Nick Mecholsky, a research scientist for the Vitreous State Laboratory (VSL) at The Catholic University of America, was recognized recently with a Wolfram Research Innovator Award. The project recognized in the award pertains to the optimization of nuclear waste treatment and stabilization processes, which is a project funded by the U.S. Department of Energy.
Mecholsky was one of eight recognized this year at the Wolfram Technology Conference in Champaign, Ill. His award was for “optimizing data mining and database processing for nuclear tank waste.”

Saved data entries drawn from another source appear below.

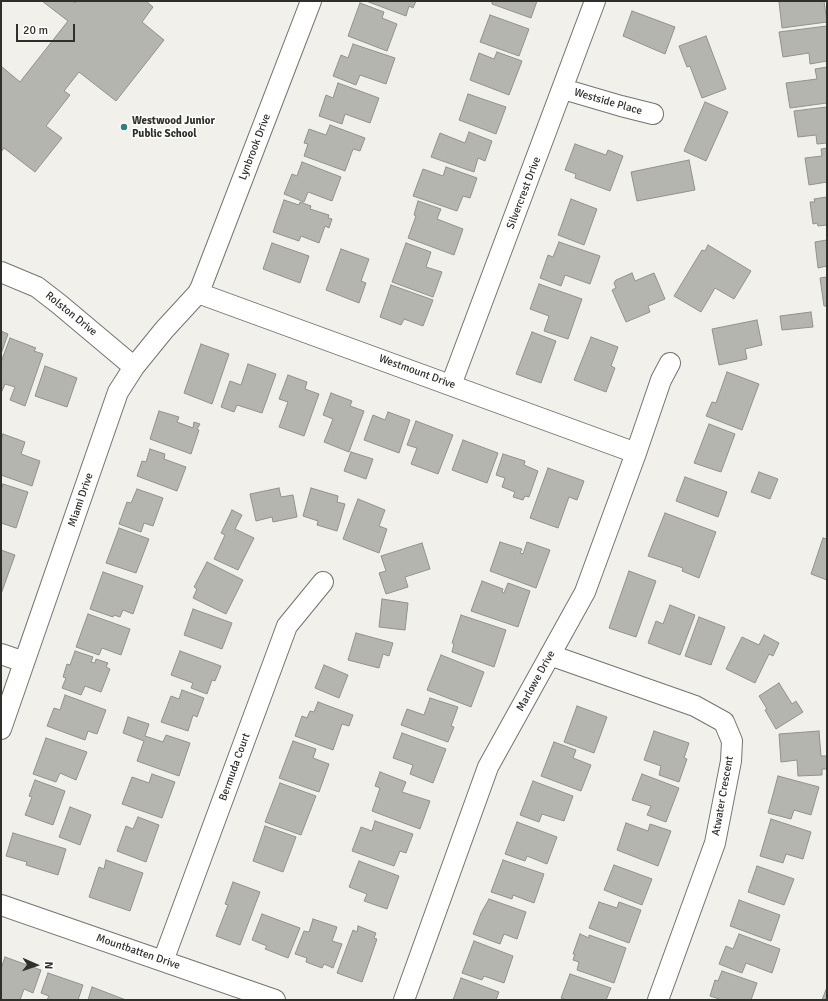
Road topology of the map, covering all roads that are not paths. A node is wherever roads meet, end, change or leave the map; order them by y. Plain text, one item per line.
1 (310, 1) edge
2 (595, 1) edge
3 (563, 89) junction
4 (653, 114) dead end
5 (1, 272) edge
6 (198, 293) junction
7 (670, 362) dead end
8 (134, 367) junction
9 (451, 385) junction
10 (636, 453) junction
11 (323, 582) dead end
12 (1, 654) edge
13 (550, 655) junction
14 (24, 662) junction
15 (1, 729) edge
16 (1, 905) edge
17 (163, 961) junction
18 (275, 1000) edge
19 (404, 1000) edge
20 (658, 1000) edge

1 - 6 street, Lynbrook Drive
2 - 3 street, Silvercrest Drive
3 - 4 street, Westside Place
3 - 9 street, Silvercrest Drive
5 - 8 street, Rolston Drive
6 - 8 street, Miami Drive
6 - 9 street, Westmount Drive
7 - 10 street, Marlowe Drive
8 - 14 street, Miami Drive
9 - 10 street, Westmount Drive
10 - 13 street, Marlowe Drive
11 - 17 street, Bermuda Court
12 - 14 street
13 - 19 street, Marlowe Drive
13 - 20 street, Atwater Crescent
14 - 15 street, Miami Drive
16 - 17 street, Mountbatten Drive
17 - 18 street, Mountbatten Drive

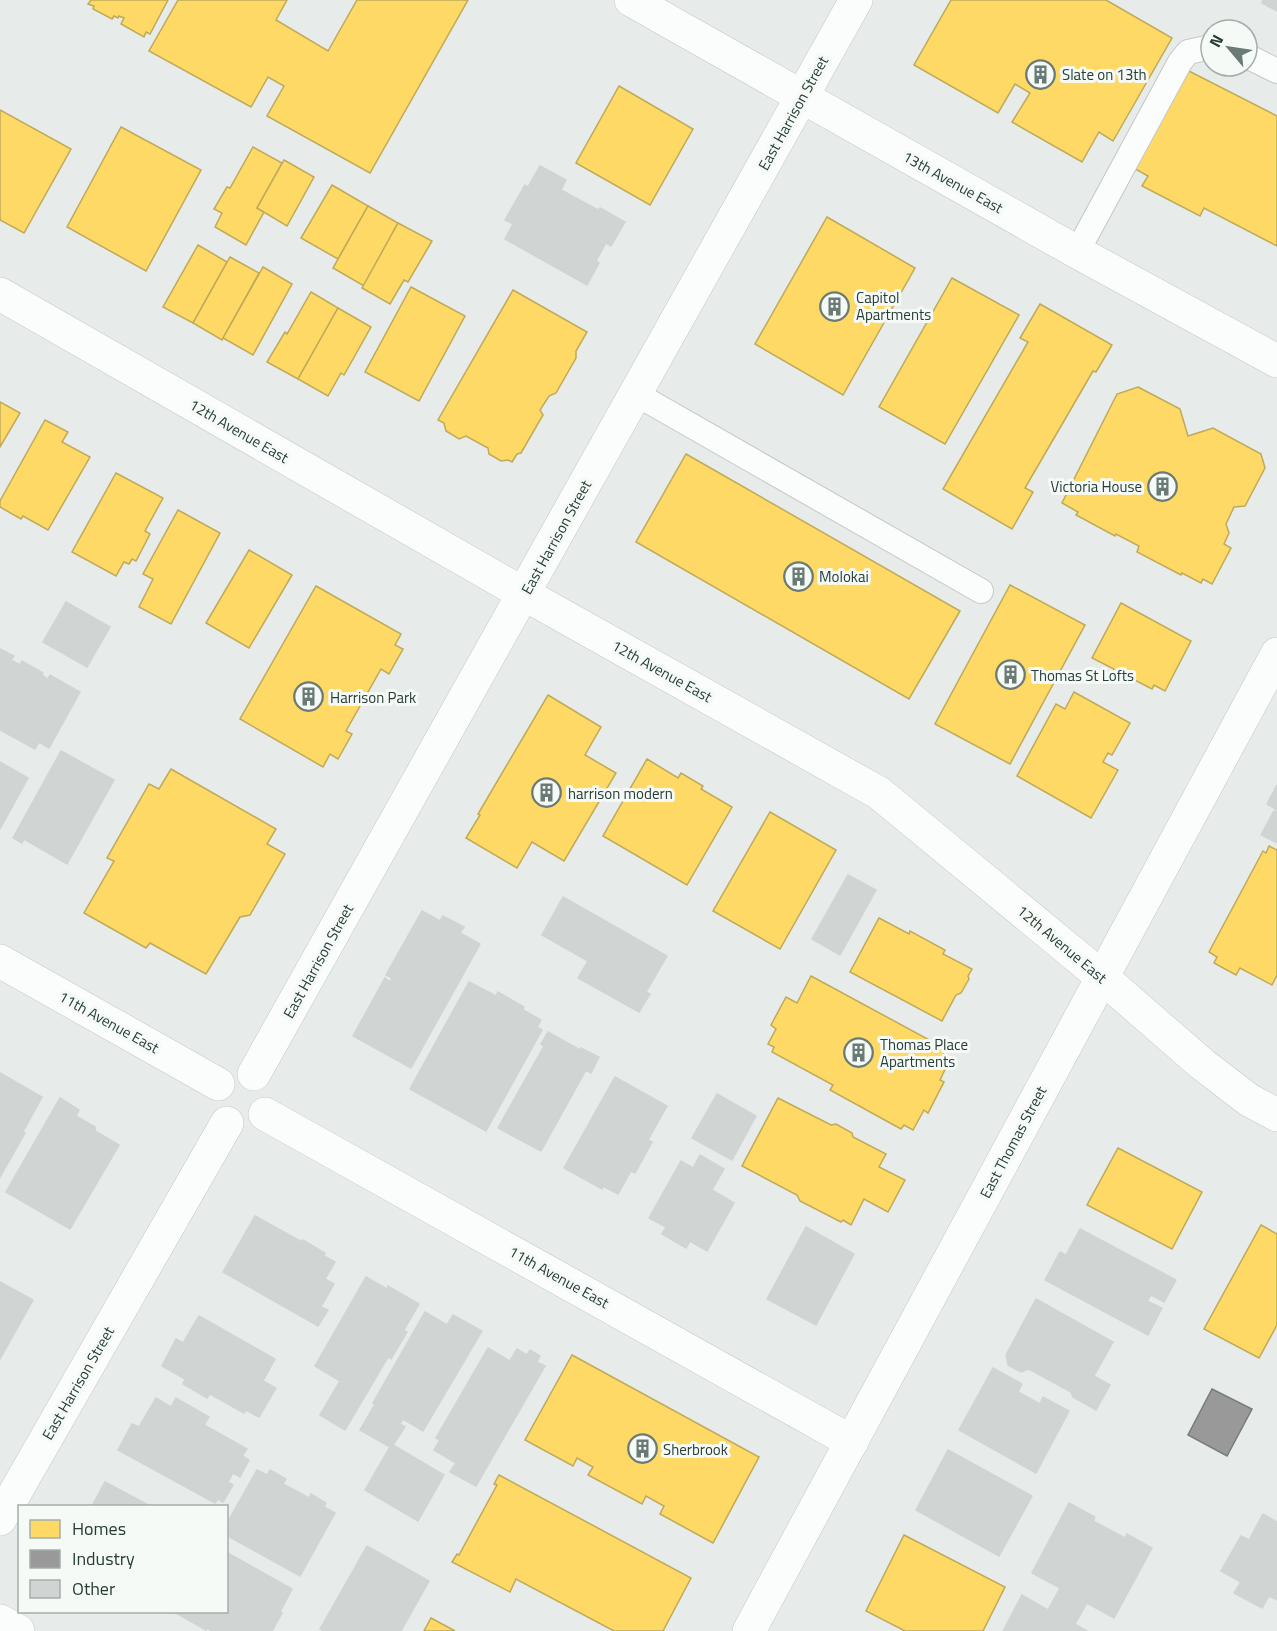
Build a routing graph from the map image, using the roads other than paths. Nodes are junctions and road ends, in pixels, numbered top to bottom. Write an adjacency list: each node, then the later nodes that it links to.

“It’s wonderful to see Nick recognized with this award; he’s a talented scientist and a great colleague,” said Ian Pegg, director of VSL. “Since joining VSL, he’s worked in areas as diverse as fundamental materials properties, nuclear physics, and relativity. But what captured Wolfram’s attention was his important work on optimization of nuclear waste treatment processes, which has broad implications for the cost and schedule to address some of our most pressing environmental issues. It’s very satisfying to see some of the groundbreaking work done on campus recognized in this way.”
Stephen Wolfram, who presented the awards, is recognized as a phenomenon in physics. He published his first scientific paper at 16, earned his Ph.D. by 20, and was the youngest recipient of a MacArthur Fellowship “Genius Grant” at 21.
His company developed the software, Mathematica, which has revolutionized how calculations are done, both numerically and symbolically. Mecholsky uses Mathematica in his research at VSL on a variety of projects. In the work he has been recognized for, he uses the software to model large-scale chemical processes in order to increase the safety of nuclear waste storage.